Problem to work on.
Report back every line from the entries below in which the word "Meadow" occurs.

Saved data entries
::::

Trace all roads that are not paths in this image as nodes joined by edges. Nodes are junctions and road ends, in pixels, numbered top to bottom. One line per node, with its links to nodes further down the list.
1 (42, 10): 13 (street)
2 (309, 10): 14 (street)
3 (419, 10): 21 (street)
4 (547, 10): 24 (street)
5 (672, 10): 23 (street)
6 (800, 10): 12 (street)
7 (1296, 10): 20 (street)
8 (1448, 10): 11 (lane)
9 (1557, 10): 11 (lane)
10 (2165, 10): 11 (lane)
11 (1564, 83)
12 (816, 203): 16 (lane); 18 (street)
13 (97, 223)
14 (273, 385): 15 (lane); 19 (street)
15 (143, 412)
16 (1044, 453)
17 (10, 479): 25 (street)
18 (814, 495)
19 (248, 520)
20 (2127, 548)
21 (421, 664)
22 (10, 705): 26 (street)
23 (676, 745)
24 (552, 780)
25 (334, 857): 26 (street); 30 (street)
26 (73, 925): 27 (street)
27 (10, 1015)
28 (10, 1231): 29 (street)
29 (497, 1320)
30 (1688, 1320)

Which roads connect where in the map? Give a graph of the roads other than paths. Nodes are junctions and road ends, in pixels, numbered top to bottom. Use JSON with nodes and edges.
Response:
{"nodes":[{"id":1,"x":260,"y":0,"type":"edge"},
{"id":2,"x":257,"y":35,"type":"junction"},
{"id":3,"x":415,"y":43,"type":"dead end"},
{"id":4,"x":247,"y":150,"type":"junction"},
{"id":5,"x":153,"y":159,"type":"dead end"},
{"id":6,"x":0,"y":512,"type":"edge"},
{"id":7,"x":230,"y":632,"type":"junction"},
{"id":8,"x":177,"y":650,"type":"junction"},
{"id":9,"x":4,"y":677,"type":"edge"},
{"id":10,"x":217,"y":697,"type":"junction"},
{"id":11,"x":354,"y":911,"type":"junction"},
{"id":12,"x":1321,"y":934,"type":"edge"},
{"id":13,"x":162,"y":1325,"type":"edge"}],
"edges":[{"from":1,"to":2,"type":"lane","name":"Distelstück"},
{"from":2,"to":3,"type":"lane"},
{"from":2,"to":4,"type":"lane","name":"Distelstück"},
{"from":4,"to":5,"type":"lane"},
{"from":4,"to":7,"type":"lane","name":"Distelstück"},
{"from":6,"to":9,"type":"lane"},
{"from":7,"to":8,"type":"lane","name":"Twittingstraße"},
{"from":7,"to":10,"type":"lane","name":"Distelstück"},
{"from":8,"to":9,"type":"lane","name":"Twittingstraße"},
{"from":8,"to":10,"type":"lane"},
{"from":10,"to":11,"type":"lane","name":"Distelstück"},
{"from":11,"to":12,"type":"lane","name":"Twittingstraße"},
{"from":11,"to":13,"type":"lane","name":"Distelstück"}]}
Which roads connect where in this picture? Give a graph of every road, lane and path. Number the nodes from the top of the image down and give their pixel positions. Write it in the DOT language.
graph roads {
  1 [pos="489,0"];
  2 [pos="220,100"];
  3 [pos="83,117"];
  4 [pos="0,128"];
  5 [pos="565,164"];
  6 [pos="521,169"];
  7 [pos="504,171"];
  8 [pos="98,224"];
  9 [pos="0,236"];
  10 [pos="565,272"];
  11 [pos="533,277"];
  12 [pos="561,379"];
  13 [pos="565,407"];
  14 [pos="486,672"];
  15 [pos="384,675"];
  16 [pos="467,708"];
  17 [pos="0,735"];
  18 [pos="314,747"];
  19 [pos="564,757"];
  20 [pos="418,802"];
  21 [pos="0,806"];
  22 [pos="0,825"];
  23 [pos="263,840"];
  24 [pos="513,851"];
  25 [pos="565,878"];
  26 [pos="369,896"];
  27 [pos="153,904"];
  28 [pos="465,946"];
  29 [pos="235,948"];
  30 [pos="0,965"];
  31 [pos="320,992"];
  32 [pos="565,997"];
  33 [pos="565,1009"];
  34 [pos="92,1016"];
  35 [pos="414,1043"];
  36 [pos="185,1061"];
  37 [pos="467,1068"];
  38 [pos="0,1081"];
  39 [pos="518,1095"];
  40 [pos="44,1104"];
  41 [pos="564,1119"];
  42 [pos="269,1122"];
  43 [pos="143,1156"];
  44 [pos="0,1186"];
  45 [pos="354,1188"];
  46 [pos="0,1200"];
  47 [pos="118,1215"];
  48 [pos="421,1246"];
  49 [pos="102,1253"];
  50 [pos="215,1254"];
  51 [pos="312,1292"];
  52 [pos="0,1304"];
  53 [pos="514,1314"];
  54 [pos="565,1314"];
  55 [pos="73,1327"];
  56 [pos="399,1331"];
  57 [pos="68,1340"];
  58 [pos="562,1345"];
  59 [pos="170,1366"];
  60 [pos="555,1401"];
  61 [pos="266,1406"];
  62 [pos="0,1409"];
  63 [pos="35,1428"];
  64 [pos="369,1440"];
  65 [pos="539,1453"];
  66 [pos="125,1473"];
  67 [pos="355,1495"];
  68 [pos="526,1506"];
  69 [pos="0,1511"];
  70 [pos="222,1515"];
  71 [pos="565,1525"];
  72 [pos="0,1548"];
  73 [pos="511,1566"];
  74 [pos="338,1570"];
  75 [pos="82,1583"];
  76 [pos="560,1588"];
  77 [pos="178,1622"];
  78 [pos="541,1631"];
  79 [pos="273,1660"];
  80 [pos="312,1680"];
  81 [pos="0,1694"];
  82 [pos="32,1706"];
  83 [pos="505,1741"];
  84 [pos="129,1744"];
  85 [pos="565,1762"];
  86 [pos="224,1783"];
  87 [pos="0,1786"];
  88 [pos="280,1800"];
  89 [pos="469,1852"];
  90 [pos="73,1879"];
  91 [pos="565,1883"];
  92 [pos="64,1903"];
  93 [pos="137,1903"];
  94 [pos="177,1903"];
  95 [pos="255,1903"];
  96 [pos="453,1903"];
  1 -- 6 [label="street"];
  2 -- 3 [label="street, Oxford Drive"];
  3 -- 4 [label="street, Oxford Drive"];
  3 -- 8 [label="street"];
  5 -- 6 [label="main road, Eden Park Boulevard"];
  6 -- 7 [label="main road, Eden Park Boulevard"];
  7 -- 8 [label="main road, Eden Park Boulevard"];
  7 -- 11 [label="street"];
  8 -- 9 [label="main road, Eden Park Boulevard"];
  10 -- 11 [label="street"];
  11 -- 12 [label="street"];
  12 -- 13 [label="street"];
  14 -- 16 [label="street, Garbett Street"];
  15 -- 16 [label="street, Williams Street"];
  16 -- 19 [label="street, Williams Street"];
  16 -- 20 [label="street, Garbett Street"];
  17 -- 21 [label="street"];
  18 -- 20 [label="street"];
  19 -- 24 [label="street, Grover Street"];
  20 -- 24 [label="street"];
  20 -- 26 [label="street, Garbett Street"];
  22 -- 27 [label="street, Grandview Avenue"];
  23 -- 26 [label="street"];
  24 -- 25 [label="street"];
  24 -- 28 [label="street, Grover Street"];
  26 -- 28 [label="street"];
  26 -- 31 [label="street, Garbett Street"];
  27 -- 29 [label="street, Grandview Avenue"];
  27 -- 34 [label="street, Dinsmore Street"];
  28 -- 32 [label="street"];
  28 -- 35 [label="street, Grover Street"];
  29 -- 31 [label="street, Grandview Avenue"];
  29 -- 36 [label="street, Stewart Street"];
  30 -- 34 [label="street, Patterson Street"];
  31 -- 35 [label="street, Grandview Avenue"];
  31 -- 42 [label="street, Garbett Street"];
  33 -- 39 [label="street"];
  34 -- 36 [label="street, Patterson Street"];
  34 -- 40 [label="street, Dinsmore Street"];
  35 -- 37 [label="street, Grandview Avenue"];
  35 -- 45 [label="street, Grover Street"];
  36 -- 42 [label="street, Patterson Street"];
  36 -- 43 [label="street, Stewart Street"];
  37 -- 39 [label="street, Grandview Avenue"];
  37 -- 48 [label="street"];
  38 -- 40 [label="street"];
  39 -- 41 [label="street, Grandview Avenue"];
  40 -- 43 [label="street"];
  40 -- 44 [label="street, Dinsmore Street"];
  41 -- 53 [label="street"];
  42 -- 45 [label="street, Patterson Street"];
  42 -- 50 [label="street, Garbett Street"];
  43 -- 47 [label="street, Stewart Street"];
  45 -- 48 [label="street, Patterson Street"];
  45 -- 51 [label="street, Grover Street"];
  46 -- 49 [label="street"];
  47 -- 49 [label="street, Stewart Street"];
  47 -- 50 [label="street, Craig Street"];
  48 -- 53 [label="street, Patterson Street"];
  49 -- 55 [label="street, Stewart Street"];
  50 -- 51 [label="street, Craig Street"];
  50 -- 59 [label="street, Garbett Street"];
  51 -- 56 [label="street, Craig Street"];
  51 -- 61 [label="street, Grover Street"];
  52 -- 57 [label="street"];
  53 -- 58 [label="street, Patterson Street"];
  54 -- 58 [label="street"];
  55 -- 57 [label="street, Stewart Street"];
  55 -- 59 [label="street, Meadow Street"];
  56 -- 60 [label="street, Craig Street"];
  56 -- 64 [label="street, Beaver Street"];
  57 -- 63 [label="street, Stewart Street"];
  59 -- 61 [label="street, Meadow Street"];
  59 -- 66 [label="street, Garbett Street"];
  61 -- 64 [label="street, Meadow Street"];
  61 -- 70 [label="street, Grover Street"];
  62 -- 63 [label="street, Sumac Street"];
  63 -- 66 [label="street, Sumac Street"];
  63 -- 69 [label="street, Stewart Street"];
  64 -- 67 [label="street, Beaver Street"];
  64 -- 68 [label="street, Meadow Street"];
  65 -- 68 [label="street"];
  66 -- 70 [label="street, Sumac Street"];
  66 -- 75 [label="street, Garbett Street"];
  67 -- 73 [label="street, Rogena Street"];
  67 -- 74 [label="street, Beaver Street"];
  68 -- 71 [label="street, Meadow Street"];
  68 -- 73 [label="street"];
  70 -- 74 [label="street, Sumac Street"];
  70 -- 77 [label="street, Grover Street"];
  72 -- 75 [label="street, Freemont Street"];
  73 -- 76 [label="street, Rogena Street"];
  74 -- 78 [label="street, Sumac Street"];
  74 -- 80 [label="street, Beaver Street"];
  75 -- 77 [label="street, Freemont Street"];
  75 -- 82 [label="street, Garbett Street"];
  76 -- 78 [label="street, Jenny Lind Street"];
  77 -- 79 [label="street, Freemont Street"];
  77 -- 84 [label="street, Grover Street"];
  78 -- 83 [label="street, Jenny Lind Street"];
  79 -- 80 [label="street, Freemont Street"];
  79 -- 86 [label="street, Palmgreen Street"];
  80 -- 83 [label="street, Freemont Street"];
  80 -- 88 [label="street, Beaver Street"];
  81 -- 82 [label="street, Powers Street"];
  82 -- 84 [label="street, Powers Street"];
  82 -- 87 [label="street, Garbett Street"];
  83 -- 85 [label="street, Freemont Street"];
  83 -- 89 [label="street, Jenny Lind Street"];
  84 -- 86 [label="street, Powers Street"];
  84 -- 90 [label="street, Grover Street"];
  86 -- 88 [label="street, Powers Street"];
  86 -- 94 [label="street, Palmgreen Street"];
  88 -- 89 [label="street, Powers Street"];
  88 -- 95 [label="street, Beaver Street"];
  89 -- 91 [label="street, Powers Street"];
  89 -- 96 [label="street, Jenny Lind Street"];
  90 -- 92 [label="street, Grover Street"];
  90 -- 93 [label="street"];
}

::::

Written solution.
  55 -- 59 [label="street, Meadow Street"];
  59 -- 61 [label="street, Meadow Street"];
  61 -- 64 [label="street, Meadow Street"];
  64 -- 68 [label="street, Meadow Street"];
  68 -- 71 [label="street, Meadow Street"];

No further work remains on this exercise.